Under North Carolina law, pay when paid clauses are unenforceable. Simple enough, in theory. To be more specific, “payment by the owner to a contractor is not a condition precedent for payment to a subcontractor and payment by a contractor to a subcontractor is not a condition precedent for payment to any other subcontractor, and an agreement to the contrary is unenforceable.”
The statute is straightforward and essentially makes pay when paid clauses unenforceable, or so it would seem. However, in Statesville Roofing & Heating Co. v. Duncan, 702 F.Supp. 118 (W.D.N.C. 1988), the district court ruled that although pay when paid clauses cannot create conditions precedent that eliminate the obligation to pay, they can be used to establish the timing of a payment obligation.

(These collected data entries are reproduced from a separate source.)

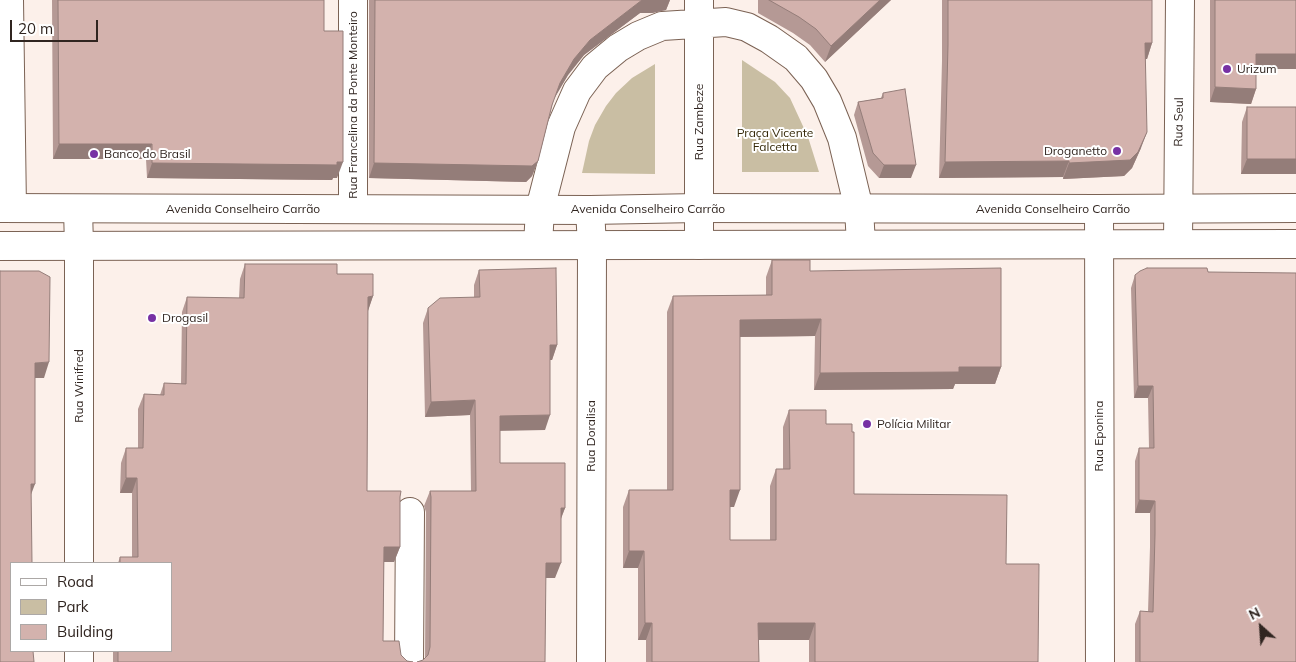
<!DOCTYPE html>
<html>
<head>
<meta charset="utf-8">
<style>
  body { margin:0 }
  #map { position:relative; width:1296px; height:662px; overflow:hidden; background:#fcf0ea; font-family:Mulish,sans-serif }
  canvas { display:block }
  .legend { position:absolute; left:10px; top:562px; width:162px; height:90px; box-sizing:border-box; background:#fff; border:1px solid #aca8a6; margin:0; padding:6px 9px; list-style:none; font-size:15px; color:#302520 }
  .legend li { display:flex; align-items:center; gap:10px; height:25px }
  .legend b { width:25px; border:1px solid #aca8a6 }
  .north { position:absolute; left:1236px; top:602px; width:50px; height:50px; -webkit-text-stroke:4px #fff; paint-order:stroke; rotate:334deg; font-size:14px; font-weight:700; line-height:20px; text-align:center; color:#302520 }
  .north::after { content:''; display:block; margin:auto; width:18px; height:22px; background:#302520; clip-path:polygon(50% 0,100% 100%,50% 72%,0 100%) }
  .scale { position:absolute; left:10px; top:20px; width:88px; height:22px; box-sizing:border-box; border:2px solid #302520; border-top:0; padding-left:6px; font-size:15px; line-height:18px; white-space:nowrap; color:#302520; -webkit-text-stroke:4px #fff; paint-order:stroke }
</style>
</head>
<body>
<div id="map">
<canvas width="1296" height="662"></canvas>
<ul class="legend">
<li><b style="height:6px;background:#fff"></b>Road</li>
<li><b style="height:14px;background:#c9bea3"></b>Park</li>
<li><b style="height:14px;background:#d3b2ad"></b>Building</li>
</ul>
<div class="north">N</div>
<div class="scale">20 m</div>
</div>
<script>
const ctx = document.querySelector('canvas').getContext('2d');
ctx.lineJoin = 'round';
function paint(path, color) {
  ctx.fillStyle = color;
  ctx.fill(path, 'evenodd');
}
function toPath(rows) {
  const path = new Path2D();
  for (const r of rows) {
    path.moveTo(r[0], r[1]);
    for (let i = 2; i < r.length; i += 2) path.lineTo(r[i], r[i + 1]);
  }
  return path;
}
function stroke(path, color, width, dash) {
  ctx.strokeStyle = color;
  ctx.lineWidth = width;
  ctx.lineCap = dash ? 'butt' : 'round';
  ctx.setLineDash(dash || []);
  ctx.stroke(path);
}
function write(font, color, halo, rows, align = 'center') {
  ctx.font = font + ' Mulish,sans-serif';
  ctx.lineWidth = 4;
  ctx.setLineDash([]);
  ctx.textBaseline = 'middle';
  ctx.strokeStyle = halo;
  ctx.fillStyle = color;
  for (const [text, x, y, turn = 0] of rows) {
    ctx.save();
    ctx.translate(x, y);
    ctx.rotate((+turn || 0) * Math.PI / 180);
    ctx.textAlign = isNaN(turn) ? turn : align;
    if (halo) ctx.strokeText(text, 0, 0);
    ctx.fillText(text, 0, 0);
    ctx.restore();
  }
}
paint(toPath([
  [742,60,775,82,790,98,808,137,819,172,742,172],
  [655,64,655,174,582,173,589,141,595,125,606,106,616,93,632,78]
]), '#c9bea3');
const minor = toPath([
  [9,0,12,208],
  [78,209,79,246,79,563],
  [353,209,353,0],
  [1099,209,1100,662],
  [590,210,592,245,591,662],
  [1178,244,1180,0],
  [538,245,540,209,561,127,577,91,595,67,618,48,638,36,662,26,726,22,747,27,769,39,796,58,814,79,827,101,842,138,859,209,861,244],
  [699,245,699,0],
  [79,651,79,662],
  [409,662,410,512]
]);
const secondary = toPath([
  [0,208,590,210,698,208,1099,209,1296,208],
  [0,246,1296,244]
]);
stroke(minor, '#7b6254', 30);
stroke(secondary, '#7b6254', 30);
stroke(minor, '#fff', 28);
stroke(secondary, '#fff', 28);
paint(toPath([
  [52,0,324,0,324,31,337,178,333,178,332,180,147,178,146,159,53,159],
  [369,0,670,0,666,10,652,13,640,13,584,55,568,75,554,98,538,161,532,176,526,182,369,178],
  [758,0,891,0,825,62,810,45,793,33,758,13],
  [942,0,1152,0,1152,43,1147,59,1145,59,1141,148,1132,168,1124,176,1063,179,1063,177,939,178,942,61],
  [1210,0,1296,0,1296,69,1256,69,1256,89,1251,104,1210,102],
  [883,93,911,178,879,178,868,166,854,115,858,102,881,98],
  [1247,107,1296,107,1296,174,1241,174,1242,122],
  [772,260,810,271,1001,367,995,384,955,384,953,389,814,390,815,336,740,337,734,507,730,507,730,540,770,540,770,486,776,469,783,469,783,427,789,410,826,424,854,494,1006,564,1038,662,809,662,809,640,759,640,759,662,646,662,646,640,638,640,638,568,623,568,623,507,629,490,667,490,667,312,673,296,766,295,766,277],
  [245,264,337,274,373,296,368,310,367,491,400,497,400,547,394,562,384,562,383,641,401,655,407,661,413,662,113,662,113,651,171,651,171,563,118,563,120,557,132,557,132,493,120,493,121,463,126,448,138,448,138,409,144,394,160,395,164,383,181,384,182,312,187,297,239,298,240,279],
  [479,270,557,345,552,360,550,360,545,430,500,430,500,463,565,508,561,519,555,578,546,578,423,660,425,658,426,512,424,506,430,491,471,491,470,415,425,417,423,323,428,308,474,297,474,285],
  [1135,275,1296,662,1135,662,1135,624,1140,611,1148,612,1150,547,1150,513,1135,513,1135,461,1139,448,1149,448,1148,398,1134,398,1131,288]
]), '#b59995');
paint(toPath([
  [642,0,670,0,666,10,652,13,640,13,584,55,568,75,554,99,560,83,574,59,590,40],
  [880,0,891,0,825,62,831,46],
  [1145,43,1152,43,1147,59,1139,59],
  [1256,54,1296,54,1296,69,1251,69],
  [1215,87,1256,89,1251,104,1210,102],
  [1147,132,1141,148,1132,168,1124,176,1063,179,1069,163],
  [59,144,152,144,146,159,53,159],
  [1247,159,1296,159,1296,174,1241,174],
  [538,161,532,176,526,182,369,178,374,163],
  [1069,161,1063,177,939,178,945,162],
  [343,162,337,178,333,178,332,180,147,178,152,163],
  [884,165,916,165,911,178,879,178],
  [373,296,368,311,368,297],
  [821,319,815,336,734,337,740,320],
  [550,345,557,345,552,360,544,360],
  [49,362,44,378,29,378,35,363],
  [959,367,1001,367,995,384,955,384,953,389,814,390,820,373],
  [1138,386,1153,386,1148,398,1134,398],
  [475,400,470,415,425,417,431,402],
  [550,415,545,430,495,431,500,416],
  [126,478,137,478,132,493,120,493],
  [31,484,35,484,29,500],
  [730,490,740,490,734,507,723,507],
  [1139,500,1155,501,1150,513,1135,513],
  [561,508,565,508,559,523],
  [384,547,400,547,394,562,378,562],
  [629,551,644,551,638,568,623,568],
  [546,563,561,563,555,578,540,578],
  [645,623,652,623,646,640,638,640],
  [758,623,815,623,809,640,752,640]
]), '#947d79');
const building = toPath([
  [58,0,324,0,324,31,343,31,343,162,337,162,337,165,152,163,152,144,59,144,58,0],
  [375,0,642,0,590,40,574,59,560,83,552,105,538,161,532,166,374,163,375,0],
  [769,0,880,0,831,46,816,29,799,17,769,0],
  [948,0,1152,0,1152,43,1145,43,1147,132,1138,152,1130,160,1069,163,1069,161,945,162,948,45,948,0],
  [1215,0,1296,0,1296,54,1256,54,1256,89,1215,87,1215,0],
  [905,89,916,165,884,165,873,153,858,102,883,98,883,93,905,89],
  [1247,107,1296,107,1296,159,1247,159,1247,107],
  [772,260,810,260,810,271,1001,268,1001,367,959,367,959,372,820,373,821,319,740,320,740,490,730,490,730,540,776,540,776,469,790,469,789,410,826,410,826,424,852,424,852,432,854,432,854,494,1007,495,1006,564,1039,564,1038,662,815,662,815,623,758,623,759,662,652,662,652,623,645,623,644,551,629,551,629,490,673,490,673,296,772,295,772,260],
  [245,264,337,264,337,274,373,274,373,296,368,297,367,491,401,491,400,497,400,547,384,547,383,641,399,641,401,655,407,661,413,662,118,662,118,651,171,651,171,563,120,563,120,557,138,557,137,478,126,478,126,448,143,448,144,394,164,395,164,383,186,384,187,297,244,298,245,264],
  [556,268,557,345,550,345,550,415,500,416,500,463,565,463,565,508,561,508,561,563,546,563,545,662,417,662,423,660,428,655,430,647,431,497,430,491,476,491,475,400,431,402,428,308,440,298,480,297,479,270,556,268],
  [1147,268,1207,268,1208,272,1296,273,1296,662,1140,662,1140,611,1153,612,1155,534,1155,501,1139,500,1139,448,1154,448,1153,386,1138,386,1135,275,1140,271,1147,268],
  [0,271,39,271,50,277,49,362,35,363,35,484,31,484,32,563,11,563,11,651,33,651,34,662,0,662,0,271]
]);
paint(building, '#d3b2ad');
stroke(building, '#947d79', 1);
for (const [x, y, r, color] of [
  [1227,69,5,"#7731a4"],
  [1117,151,5,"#7731a4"],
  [94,154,5,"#7731a4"],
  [152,318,5,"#7731a4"],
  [867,424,5,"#7731a4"]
]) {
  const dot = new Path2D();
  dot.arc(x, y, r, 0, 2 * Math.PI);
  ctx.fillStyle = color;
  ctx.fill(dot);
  stroke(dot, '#fff', 2);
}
write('12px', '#302520', '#fff', [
  ["Urizum",1237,69],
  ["Droganetto",1107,151,"right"],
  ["Banco do Brasil",104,154],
  ["Drogasil",162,318],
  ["Polícia Militar",877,424]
], 'left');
write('12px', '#302520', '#fff', [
  ["Rua Francelina da Ponte Monteiro",353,105,-90],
  ["Rua Zambeze",699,122,-90],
  ["Rua Seul",1179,122,-89],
  ["Avenida Conselheiro Carrão",243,209],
  ["Avenida Conselheiro Carrão",648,209],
  ["Avenida Conselheiro Carrão",1053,209],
  ["Rua Winifred",79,386,-90],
  ["Rua Doralisa",591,436,-90],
  ["Rua Eponina",1099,436,-90]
]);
write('12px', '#352909', '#fff', [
  ["Praça Vicente",775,133],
  ["Falcetta",775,147]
]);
</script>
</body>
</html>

What happens though if the Owner never pays, or asserts backcharges or liquidated damages to delay, reduce, or eliminate payments to the contractor? The court held that the payment obligation is triggered by the time the Owner reasonably should have paid for the subcontractor’s work, not from when it actually did pay for the work. In other words, the clause does not eliminate the contractor’s obligation to pay simply because the Owner does not pay.
This interpretation of pay when paid clauses derives from Howard-Green Electric Co. v. Chaney & James Construction Co., 12 N.C. App. 63 (1971), a case that predates N.C.G.S. Section 22C-2. That court held that the clause “postpones payment only until, in the usual course of business, final settlement of accounts between the general contractor and the Owner could reasonably be expected.”
The transfiguration of a pay when paid clause to a clause effecting timing of payment but not creating a condition precedent is not dependent on any finding of ambiguity. A perfectly clear pay when paid clause that on its face reads as a “paid if paid” clause will be enforced only to the extent it affects the timing of payment. Beyond that it is unenforceable.